Which algorithm can be used to find path from S to X without "walking" on a black square, according to "ant"/"robot" limitations ?

I write some, but with some problems like difficulty to follow "wall" and
go round in circles ...

UPDATE: After Karl Bielefeldt response, i write alogithm available here and procuding: EDIT: I finally not use A* inspiration, but "follow wall inspiration"

You are free to fork and suggest enhancement !

• Do you have any memory of where you've been? – Karl Bielefeldt Jul 8 '15 at 17:38
• Yes, memory of path, memory of "i'm blocked" etc ... are authorizeds – bux Jul 8 '15 at 17:38
• So you're essentially looking for a maze solver? – Ordous Jul 8 '15 at 17:52
• @Ordous It look like a solution yes. I don't know all maze algo.

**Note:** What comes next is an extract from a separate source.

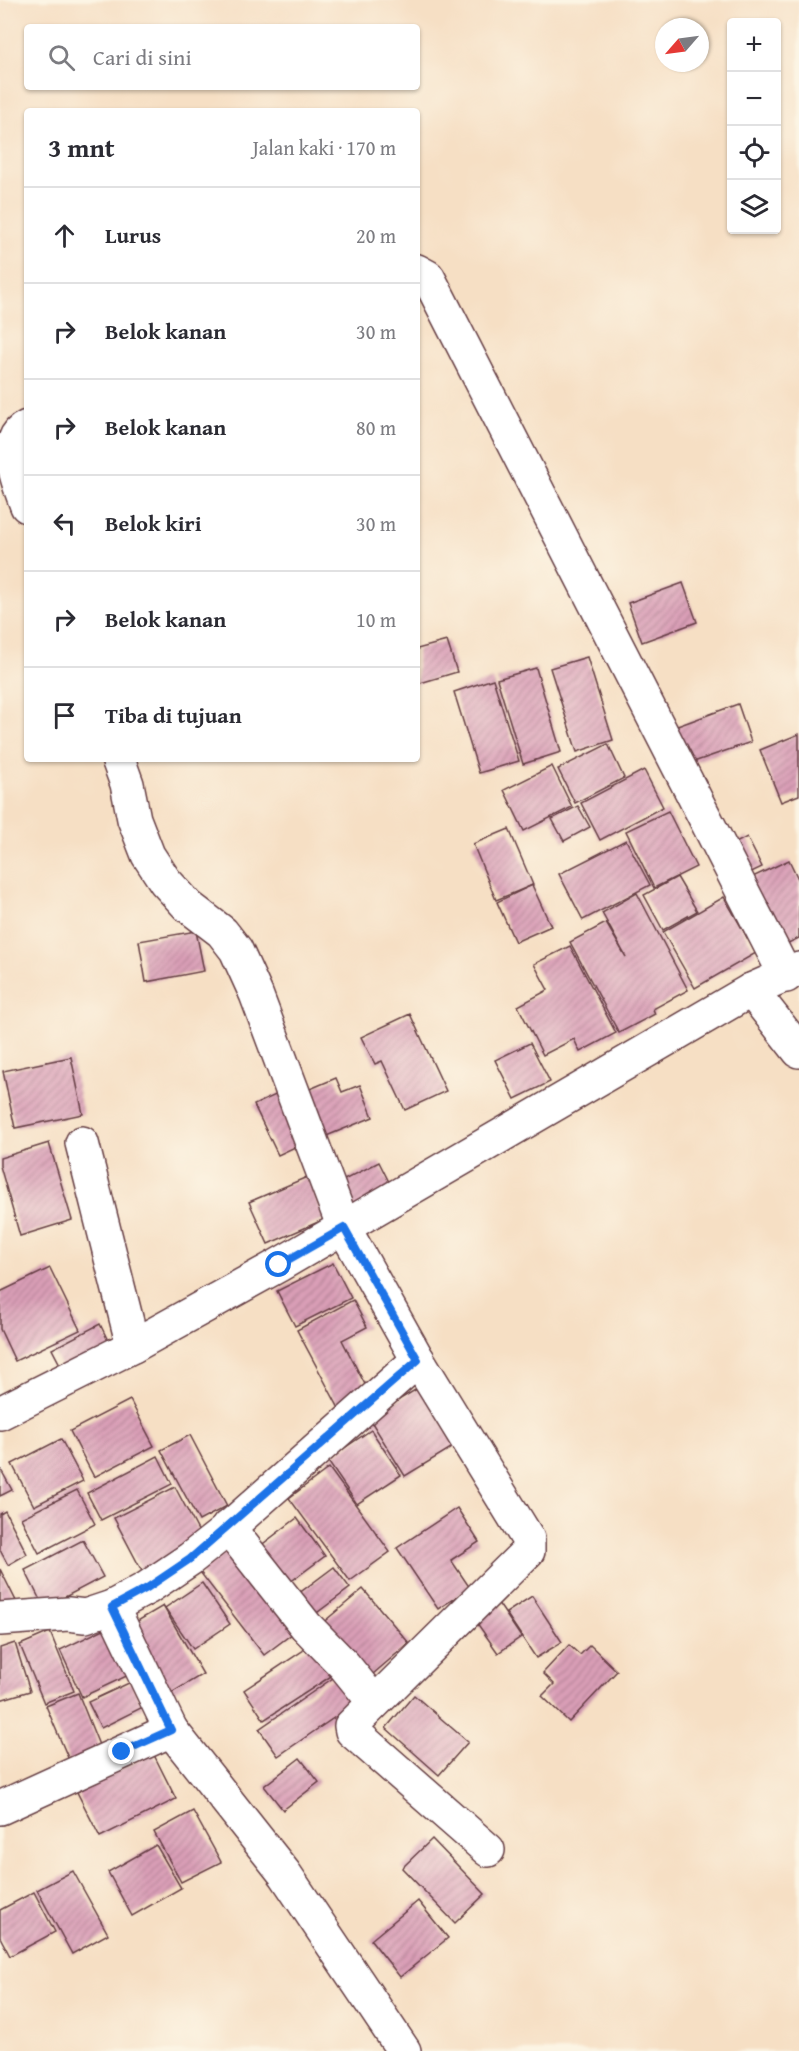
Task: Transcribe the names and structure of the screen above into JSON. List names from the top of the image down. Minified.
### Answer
{"north":"bottom left","page":{"map_buttons":["+","−"],"search":"Cari di sini","heading":["3 mnt","Jalan kaki · 170 m"],"list":[["Lurus","20 m"],["Belok kanan","30 m"],["Belok kanan","80 m"],["Belok kiri","30 m"],["Belok kanan","10 m"],"Tiba di tujuan"]}}
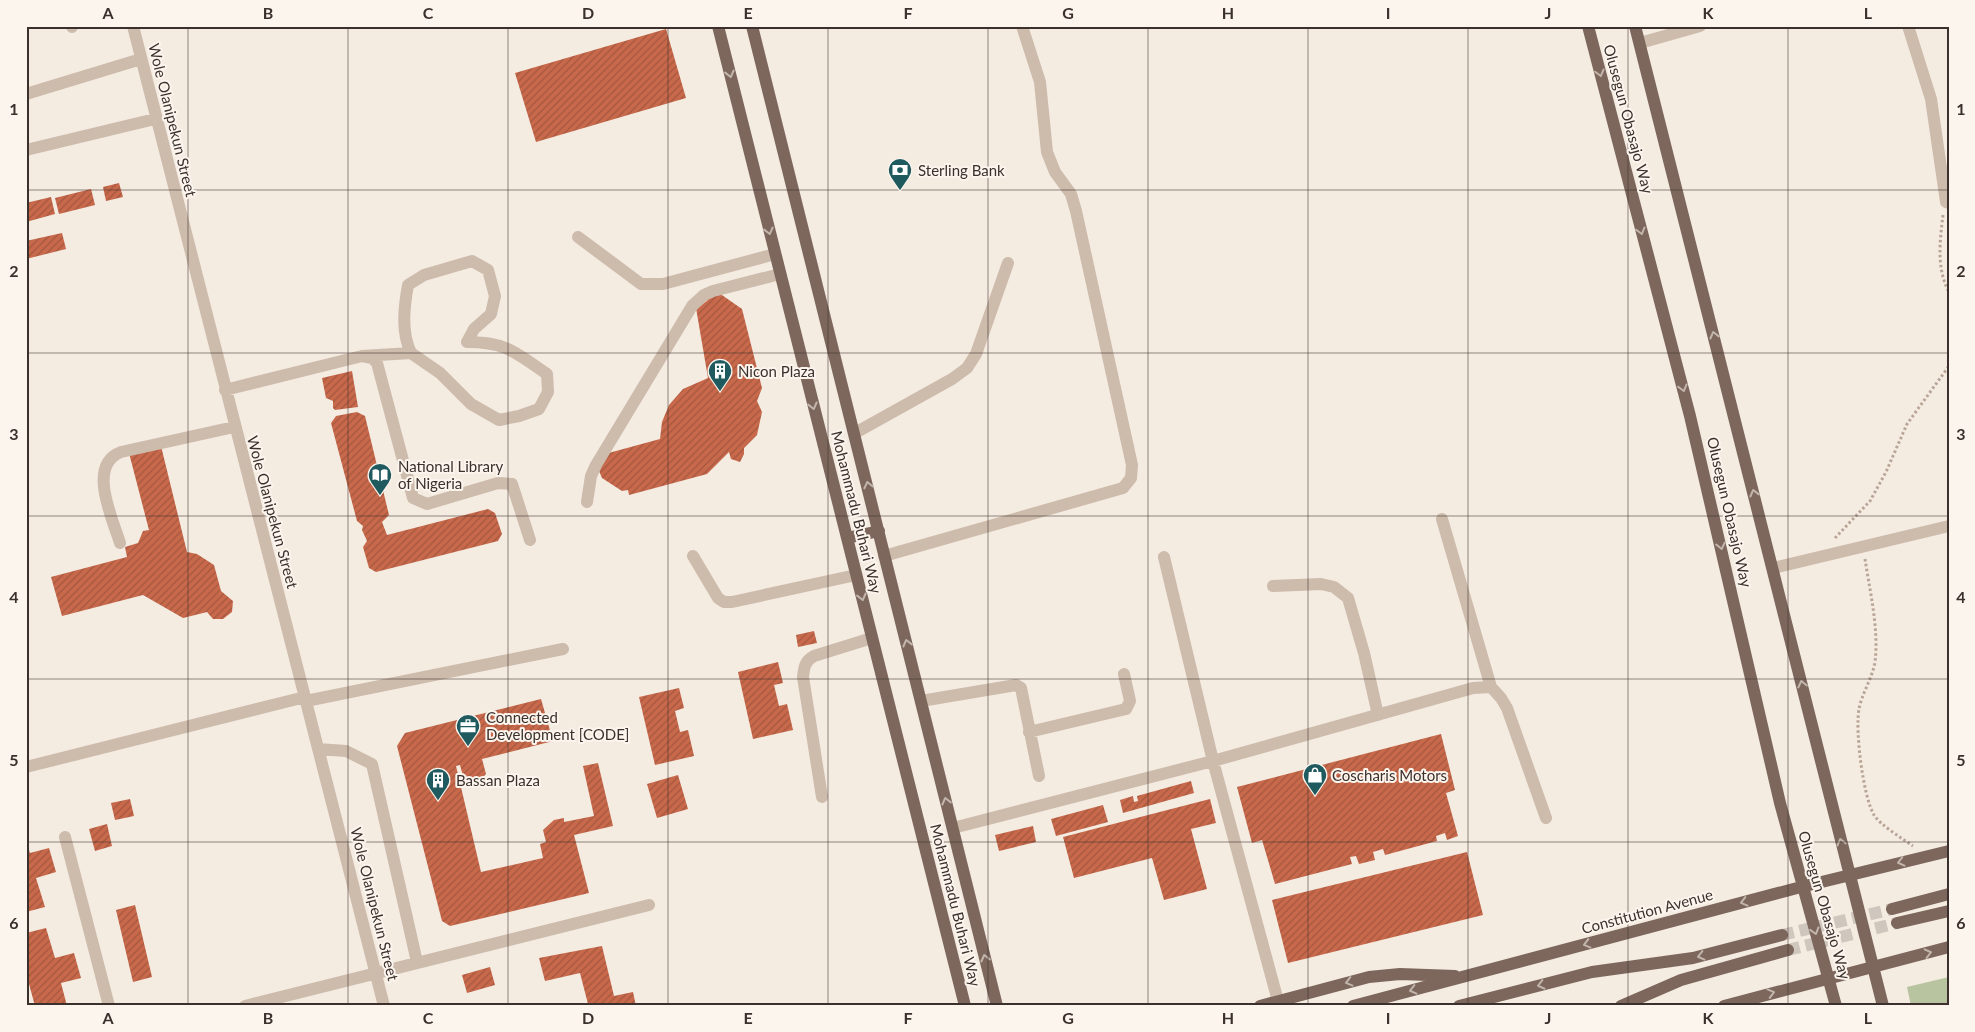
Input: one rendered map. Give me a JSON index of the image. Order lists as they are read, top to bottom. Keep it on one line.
{"streets":{"main road":["Olusegun Obasajo Way","Mohammadu Buhari Way","Constitution Avenue"],"street":["Wole Olanipekun Street"]},"crossings":[["Olusegun Obasajo Way","Constitution Avenue"]],"places":{"bank":["Sterling Bank"],"building":["Nicon Plaza","Bassan Plaza"],"library":["National Library of Nigeria"],"office":["Connected Development [CODE]"],"shop":["Coscharis Motors"]},"grid":{"columns":["A","B","C","D","E","F","G","H","I","J","K","L"],"rows":["1","2","3","4","5","6"]}}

If one or more of them can resolve it in "robot"/"ant" conditions it will be good ! – bux Jul 8 '15 at 18:03
• How far can the ant/robot see? n distance units? Neighbouring tiles? Only the forward tile? You are looking for some algorithm that takes into account that only limited knowledge about the problem is available. It is clear that a local algorithm will not generally find the globally optimal solution, since it would likely be a “greedy” algorithm and thus be prone to “get stuck” in dead ends. This also reminds me of the “fog of war” in many computer strategy games. – amon Jul 8 '15 at 18:19

If you are allowed to remember past data, A* is indeed your best bet. I used it on Google's Ant AI challenge, which only has a small radius of view.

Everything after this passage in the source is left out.